● **Collected data entries**:
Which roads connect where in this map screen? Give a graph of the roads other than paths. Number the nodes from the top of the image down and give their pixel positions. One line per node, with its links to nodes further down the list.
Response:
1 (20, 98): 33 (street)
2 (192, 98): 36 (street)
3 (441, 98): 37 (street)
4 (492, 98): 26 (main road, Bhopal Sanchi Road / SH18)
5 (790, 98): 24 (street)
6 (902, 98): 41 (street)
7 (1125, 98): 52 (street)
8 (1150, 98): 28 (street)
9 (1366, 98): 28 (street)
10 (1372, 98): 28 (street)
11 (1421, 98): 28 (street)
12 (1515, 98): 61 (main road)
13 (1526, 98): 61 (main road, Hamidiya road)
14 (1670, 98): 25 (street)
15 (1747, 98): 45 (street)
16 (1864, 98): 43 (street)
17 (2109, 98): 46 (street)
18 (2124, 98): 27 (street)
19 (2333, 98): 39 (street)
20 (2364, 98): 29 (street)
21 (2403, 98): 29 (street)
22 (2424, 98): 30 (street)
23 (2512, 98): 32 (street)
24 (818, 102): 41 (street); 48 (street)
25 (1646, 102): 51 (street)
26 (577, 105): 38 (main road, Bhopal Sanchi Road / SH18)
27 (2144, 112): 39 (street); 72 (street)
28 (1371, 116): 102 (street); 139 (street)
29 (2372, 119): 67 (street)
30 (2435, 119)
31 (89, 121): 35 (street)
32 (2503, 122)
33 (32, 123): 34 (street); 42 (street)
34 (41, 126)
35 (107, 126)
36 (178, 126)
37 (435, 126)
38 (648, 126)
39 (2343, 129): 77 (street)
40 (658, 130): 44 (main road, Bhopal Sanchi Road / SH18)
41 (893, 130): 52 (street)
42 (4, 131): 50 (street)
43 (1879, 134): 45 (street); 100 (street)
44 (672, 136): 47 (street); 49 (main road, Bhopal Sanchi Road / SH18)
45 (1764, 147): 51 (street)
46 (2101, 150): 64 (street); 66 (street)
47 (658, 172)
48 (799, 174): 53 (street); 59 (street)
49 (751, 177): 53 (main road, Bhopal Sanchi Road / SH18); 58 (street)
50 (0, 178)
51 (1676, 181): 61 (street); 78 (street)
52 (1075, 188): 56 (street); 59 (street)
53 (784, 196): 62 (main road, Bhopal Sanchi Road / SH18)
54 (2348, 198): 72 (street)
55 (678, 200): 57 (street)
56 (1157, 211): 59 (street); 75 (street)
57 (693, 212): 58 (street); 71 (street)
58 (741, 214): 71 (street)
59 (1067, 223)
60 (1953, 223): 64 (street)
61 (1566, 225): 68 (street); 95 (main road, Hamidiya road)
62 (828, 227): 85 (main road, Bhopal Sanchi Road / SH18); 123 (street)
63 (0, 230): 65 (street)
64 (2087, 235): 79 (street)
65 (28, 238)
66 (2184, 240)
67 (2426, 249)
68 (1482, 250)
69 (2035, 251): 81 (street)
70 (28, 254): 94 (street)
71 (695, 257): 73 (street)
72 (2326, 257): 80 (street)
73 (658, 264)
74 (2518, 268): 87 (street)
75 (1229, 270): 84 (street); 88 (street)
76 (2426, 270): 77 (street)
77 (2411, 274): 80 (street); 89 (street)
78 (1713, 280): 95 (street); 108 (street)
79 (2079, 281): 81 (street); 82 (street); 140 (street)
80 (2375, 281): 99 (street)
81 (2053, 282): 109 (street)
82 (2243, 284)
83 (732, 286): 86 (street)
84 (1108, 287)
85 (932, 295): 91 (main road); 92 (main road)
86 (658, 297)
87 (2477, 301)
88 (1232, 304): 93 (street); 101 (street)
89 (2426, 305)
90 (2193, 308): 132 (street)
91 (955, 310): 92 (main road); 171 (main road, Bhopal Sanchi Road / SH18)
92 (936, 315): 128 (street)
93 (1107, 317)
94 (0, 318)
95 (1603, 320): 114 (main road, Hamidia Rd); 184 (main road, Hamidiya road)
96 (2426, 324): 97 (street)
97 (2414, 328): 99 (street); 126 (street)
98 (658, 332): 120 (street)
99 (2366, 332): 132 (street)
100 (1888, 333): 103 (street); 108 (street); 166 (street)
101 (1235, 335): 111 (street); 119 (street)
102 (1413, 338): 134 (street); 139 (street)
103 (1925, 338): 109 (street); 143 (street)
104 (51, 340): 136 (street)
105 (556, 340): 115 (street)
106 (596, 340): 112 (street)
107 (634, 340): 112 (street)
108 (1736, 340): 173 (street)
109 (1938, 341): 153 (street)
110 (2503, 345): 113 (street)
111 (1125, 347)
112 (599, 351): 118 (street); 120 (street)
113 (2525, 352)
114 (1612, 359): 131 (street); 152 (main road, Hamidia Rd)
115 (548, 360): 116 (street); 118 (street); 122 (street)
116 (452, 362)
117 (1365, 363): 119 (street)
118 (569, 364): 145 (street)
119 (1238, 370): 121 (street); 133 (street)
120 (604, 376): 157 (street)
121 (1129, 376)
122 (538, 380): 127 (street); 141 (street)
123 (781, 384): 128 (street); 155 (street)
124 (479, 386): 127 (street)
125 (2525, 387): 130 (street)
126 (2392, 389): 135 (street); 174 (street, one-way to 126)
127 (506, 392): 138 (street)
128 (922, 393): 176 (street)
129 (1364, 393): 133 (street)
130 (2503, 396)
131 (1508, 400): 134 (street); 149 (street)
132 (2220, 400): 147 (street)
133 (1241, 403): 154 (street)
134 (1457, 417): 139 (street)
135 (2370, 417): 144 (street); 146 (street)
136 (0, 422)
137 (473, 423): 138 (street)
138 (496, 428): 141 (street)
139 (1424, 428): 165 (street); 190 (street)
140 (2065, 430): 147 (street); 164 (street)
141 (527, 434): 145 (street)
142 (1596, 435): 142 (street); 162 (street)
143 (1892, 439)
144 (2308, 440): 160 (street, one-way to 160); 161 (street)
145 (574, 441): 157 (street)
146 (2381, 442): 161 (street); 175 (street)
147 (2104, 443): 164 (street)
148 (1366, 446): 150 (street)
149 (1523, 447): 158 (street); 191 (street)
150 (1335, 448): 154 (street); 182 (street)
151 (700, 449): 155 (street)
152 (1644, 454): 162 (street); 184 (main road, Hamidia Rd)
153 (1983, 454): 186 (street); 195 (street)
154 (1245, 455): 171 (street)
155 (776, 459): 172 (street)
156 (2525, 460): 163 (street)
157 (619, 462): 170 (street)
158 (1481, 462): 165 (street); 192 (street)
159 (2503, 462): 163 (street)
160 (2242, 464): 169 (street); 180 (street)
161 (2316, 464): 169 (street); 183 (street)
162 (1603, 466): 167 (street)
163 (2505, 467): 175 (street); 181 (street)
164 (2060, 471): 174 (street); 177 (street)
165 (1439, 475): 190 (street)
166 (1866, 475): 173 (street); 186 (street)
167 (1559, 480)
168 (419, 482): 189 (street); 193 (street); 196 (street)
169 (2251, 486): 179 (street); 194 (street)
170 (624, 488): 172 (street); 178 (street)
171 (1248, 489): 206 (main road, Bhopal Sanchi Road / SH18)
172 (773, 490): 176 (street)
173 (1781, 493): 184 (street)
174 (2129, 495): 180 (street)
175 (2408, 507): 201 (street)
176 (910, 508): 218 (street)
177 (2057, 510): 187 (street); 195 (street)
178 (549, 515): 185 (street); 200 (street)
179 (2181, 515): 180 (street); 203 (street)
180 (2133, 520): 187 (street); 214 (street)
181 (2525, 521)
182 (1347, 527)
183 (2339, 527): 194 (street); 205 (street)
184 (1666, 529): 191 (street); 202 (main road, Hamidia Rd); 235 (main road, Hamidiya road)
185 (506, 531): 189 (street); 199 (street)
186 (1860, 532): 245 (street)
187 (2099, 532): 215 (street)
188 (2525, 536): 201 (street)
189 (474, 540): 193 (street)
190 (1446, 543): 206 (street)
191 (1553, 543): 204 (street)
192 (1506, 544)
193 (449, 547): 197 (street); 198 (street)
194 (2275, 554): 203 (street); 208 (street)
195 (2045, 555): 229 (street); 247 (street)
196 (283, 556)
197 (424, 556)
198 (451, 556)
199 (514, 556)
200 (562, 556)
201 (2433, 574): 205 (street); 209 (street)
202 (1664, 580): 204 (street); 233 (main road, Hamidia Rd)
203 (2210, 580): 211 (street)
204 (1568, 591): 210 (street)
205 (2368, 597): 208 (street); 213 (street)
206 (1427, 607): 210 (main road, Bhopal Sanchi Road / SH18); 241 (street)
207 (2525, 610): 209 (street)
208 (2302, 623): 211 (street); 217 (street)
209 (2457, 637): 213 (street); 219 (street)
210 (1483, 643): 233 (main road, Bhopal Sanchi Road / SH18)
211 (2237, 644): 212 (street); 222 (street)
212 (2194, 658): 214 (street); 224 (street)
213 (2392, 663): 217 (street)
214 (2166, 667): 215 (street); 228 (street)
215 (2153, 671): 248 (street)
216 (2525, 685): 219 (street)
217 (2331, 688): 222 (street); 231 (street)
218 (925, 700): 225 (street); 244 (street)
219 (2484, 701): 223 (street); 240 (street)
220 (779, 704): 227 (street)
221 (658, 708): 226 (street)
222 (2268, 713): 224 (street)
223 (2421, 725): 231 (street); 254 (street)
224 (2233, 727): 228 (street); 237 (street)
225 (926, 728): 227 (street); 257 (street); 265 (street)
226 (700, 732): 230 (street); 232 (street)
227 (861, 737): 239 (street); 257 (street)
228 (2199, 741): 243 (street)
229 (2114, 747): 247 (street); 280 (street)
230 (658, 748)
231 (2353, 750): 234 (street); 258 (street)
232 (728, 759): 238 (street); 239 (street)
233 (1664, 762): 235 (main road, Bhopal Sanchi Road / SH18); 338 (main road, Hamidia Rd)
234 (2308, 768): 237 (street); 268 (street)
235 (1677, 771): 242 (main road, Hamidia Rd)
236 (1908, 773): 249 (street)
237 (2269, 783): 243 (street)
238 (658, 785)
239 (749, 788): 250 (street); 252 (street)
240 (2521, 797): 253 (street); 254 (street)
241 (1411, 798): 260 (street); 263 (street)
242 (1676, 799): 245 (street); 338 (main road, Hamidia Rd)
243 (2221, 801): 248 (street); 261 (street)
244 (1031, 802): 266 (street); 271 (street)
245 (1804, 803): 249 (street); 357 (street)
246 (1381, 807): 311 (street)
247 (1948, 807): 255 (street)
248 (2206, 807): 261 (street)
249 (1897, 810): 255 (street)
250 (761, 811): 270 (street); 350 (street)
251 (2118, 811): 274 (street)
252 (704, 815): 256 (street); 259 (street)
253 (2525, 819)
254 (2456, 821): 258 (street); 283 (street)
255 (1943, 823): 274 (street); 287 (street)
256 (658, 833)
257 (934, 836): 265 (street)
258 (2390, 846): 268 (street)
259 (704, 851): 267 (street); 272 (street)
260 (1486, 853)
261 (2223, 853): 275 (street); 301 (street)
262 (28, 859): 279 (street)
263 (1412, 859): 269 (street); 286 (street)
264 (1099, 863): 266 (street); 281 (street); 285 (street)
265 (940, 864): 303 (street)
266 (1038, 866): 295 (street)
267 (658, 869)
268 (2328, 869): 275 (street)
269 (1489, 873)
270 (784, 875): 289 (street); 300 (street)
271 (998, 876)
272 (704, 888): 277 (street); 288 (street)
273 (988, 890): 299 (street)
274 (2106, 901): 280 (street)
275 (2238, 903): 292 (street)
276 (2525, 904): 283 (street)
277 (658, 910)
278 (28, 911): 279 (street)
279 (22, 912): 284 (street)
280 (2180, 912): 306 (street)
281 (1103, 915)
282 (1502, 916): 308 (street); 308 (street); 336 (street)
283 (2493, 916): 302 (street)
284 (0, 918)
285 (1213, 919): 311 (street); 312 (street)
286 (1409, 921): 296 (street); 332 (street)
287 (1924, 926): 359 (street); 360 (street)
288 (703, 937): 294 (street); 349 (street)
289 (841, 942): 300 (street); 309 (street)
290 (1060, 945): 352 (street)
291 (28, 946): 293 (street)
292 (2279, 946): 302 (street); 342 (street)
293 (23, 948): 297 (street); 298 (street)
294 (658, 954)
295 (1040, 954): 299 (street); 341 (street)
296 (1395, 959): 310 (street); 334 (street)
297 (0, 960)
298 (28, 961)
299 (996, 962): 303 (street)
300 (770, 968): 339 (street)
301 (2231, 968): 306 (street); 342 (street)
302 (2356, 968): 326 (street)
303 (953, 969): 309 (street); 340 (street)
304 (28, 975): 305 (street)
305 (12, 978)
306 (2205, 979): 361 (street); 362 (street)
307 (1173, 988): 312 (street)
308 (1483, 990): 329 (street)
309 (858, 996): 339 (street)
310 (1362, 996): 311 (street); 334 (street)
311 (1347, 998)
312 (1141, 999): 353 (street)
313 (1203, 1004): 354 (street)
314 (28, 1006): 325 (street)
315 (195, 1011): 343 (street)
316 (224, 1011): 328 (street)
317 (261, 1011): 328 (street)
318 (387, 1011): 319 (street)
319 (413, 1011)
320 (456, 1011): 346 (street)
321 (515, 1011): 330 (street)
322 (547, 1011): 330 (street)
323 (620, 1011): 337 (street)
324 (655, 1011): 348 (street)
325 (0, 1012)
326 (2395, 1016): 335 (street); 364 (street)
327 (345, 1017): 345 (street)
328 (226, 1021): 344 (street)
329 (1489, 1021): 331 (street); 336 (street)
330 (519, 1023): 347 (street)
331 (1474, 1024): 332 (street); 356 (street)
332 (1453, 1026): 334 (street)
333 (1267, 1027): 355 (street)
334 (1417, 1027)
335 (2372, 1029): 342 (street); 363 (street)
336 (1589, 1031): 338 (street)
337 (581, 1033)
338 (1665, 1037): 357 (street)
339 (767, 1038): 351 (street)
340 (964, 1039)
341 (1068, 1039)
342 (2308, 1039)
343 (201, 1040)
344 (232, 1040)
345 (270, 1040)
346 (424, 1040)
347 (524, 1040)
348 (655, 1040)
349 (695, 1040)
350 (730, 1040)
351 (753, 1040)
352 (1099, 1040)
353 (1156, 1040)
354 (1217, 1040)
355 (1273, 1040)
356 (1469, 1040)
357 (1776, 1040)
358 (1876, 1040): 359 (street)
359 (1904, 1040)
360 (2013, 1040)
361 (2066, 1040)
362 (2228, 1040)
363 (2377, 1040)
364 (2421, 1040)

● **Problem to solve**:
For each line of the data that includes the word "Bhopal", return a copy of it.

● **Exercise result**:
4 (492, 98): 26 (main road, Bhopal Sanchi Road / SH18)
26 (577, 105): 38 (main road, Bhopal Sanchi Road / SH18)
40 (658, 130): 44 (main road, Bhopal Sanchi Road / SH18)
44 (672, 136): 47 (street); 49 (main road, Bhopal Sanchi Road / SH18)
49 (751, 177): 53 (main road, Bhopal Sanchi Road / SH18); 58 (street)
53 (784, 196): 62 (main road, Bhopal Sanchi Road / SH18)
62 (828, 227): 85 (main road, Bhopal Sanchi Road / SH18); 123 (street)
91 (955, 310): 92 (main road); 171 (main road, Bhopal Sanchi Road / SH18)
171 (1248, 489): 206 (main road, Bhopal Sanchi Road / SH18)
206 (1427, 607): 210 (main road, Bhopal Sanchi Road / SH18); 241 (street)
210 (1483, 643): 233 (main road, Bhopal Sanchi Road / SH18)
233 (1664, 762): 235 (main road, Bhopal Sanchi Road / SH18); 338 (main road, Hamidia Rd)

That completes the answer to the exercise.